Isbell referenced PULSE (Self-supervised Photo Upsampling via Latent Space Exploration of Generative Models), a program designed to clear up pixelated or blurry photographs.
The program transformed a blurry image of former President Barack Obama into a white man. Isbell also plugged a photo of himself into the software and he too turned into a white man.
“The system was optimized, the hyperparameters were optimized for and toward white people in fact, cameras are designed that way,” Isbell said.
He points to other examples of flawed Artificial Intelligence (AI) algorithms with the development of certain cameras that failed to detect brown skin tones.

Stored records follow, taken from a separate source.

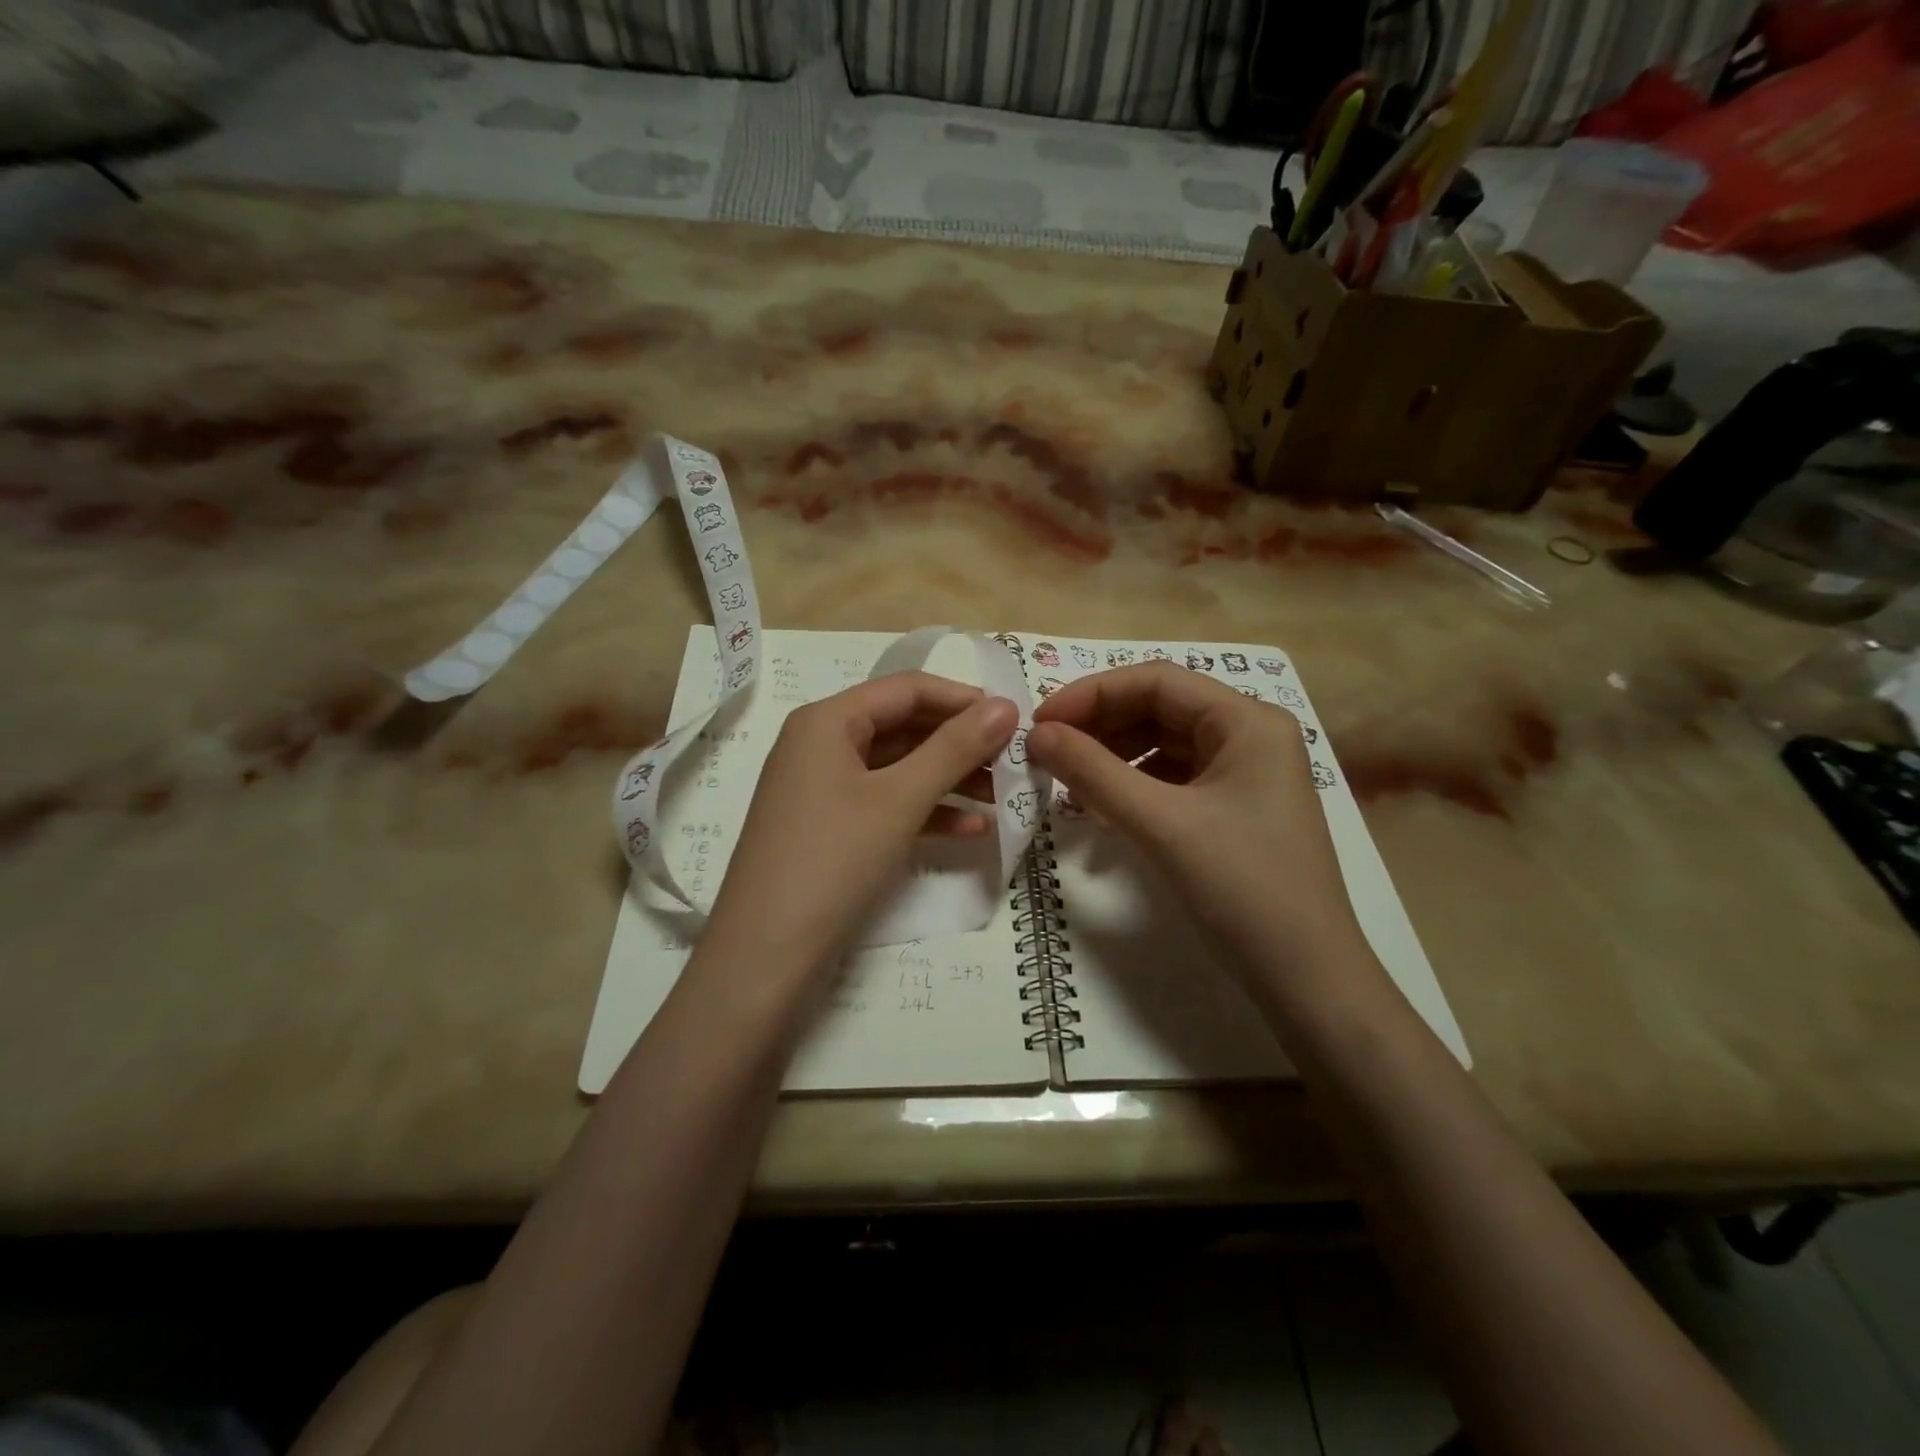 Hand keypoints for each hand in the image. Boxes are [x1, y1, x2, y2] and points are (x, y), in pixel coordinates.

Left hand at [702, 672, 1018, 985]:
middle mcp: (820, 744)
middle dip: (960, 743)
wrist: (764, 957)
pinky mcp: (829, 828)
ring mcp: (822, 789)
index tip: (1015, 720)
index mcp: (827, 721)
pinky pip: (885, 804)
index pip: (907, 689)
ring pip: (898, 769)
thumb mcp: (899, 800)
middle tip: (1014, 761)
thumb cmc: (832, 860)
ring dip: (949, 779)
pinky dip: (926, 812)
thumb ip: (954, 749)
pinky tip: (972, 830)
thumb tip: (1005, 705)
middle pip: (903, 727)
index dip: (963, 699)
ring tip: (1003, 796)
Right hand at [1027, 662, 1371, 989]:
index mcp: (1247, 720)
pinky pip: (1173, 780)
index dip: (1091, 694)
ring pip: (1163, 746)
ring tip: (1070, 787)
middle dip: (1100, 728)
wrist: (1306, 977)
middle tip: (1047, 754)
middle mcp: (1250, 735)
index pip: (1156, 681)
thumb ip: (1094, 772)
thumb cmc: (1241, 886)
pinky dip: (1134, 788)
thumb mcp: (1161, 823)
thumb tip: (1037, 734)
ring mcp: (1245, 773)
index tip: (1040, 722)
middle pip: (1159, 710)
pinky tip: (1105, 814)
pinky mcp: (1235, 809)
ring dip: (1113, 760)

It took lobbying from furniture and chocolate manufacturers for digital camera developers to improve detection of shades of brown so furniture and chocolate could be used in advertising. While not the intended targets of the lobbying effort, Black people benefited also because more detail in Black skin was able to be detected by improved cameras.
Netia McCray is a graduate of Massachusetts Institute of Technology. She recounts an encounter with what she characterized as AI bias while struggling to use a paper towel dispenser.
“It was not until a colleague of mine on campus who said, ‘Oh no, it’s because it uses red and green LEDs,’ and nobody in the room thought, do green LEDs penetrate Black skin, how about red, did anyone look into that?” McCray said. (Automatic paper towel dispensers are activated by motion detectors.)
McCray is the founder and executive director of Mbadika, a nonprofit where she uses science, technology, engineering and math to engage students, particularly students of color. She says algorithm and programming bias unveiled itself again when she working on a project with her students that involved creating a sleep monitor for babies prone to seizures.
“She was like, why is this freaking sensor not working? It’s not reading my pulse-rate, it’s not reading my body temperature,” McCray said.
“I had to sit down with a group of 25 16-year-olds and explain to them how certain technology companies have created sensors and still despite research paper after research paper and complaints have not adapted the sensor to read through Black skin. Even the Apple Watch and Fitbit used by company health insurance programs were misreading blood pressure stuff because they didn’t have the right sensors.”
It was not clear from McCray’s remarks how the sensory devices amounted to artificial intelligence.
In April of this year, the Pew Research Center reported Black and Hispanic workers are underrepresented in the overall STEM workforce. Black workers made up 9 percent, Hispanic workers 8 percent, Asian workers 13 percent, white workers 67 percent and other racial groups made up 3 percent.
Is it as simple as bringing in more people of color and diversity within the tech industry to break the ongoing cycle of racial bias in AI? Dr. Isbell says yes, but it will take more than simply bringing in more Black and brown faces.
“What makes it more complicated and not so simple and that there’s more to it, you have to make certain that the people who are involved are listened to,” Isbell said. Adding that they should be “appropriately supported” and “given the skills, the talents the experiences whatever they need in order to be a real participant in the design of these systems.”
“This argument always boils down to, how do you feel about Facebook calling you an ape, how do you feel about not being able to dry your hands and doing this when you walk out of the bathroom because we didn’t build the paper towel dispenser correctly. Yeah, I have feelings about it, but what I don’t appreciate is how those little mistakes build up to all of a sudden I’m wanted by the police because you couldn’t figure out the difference between two-twists and braids,” said McCray.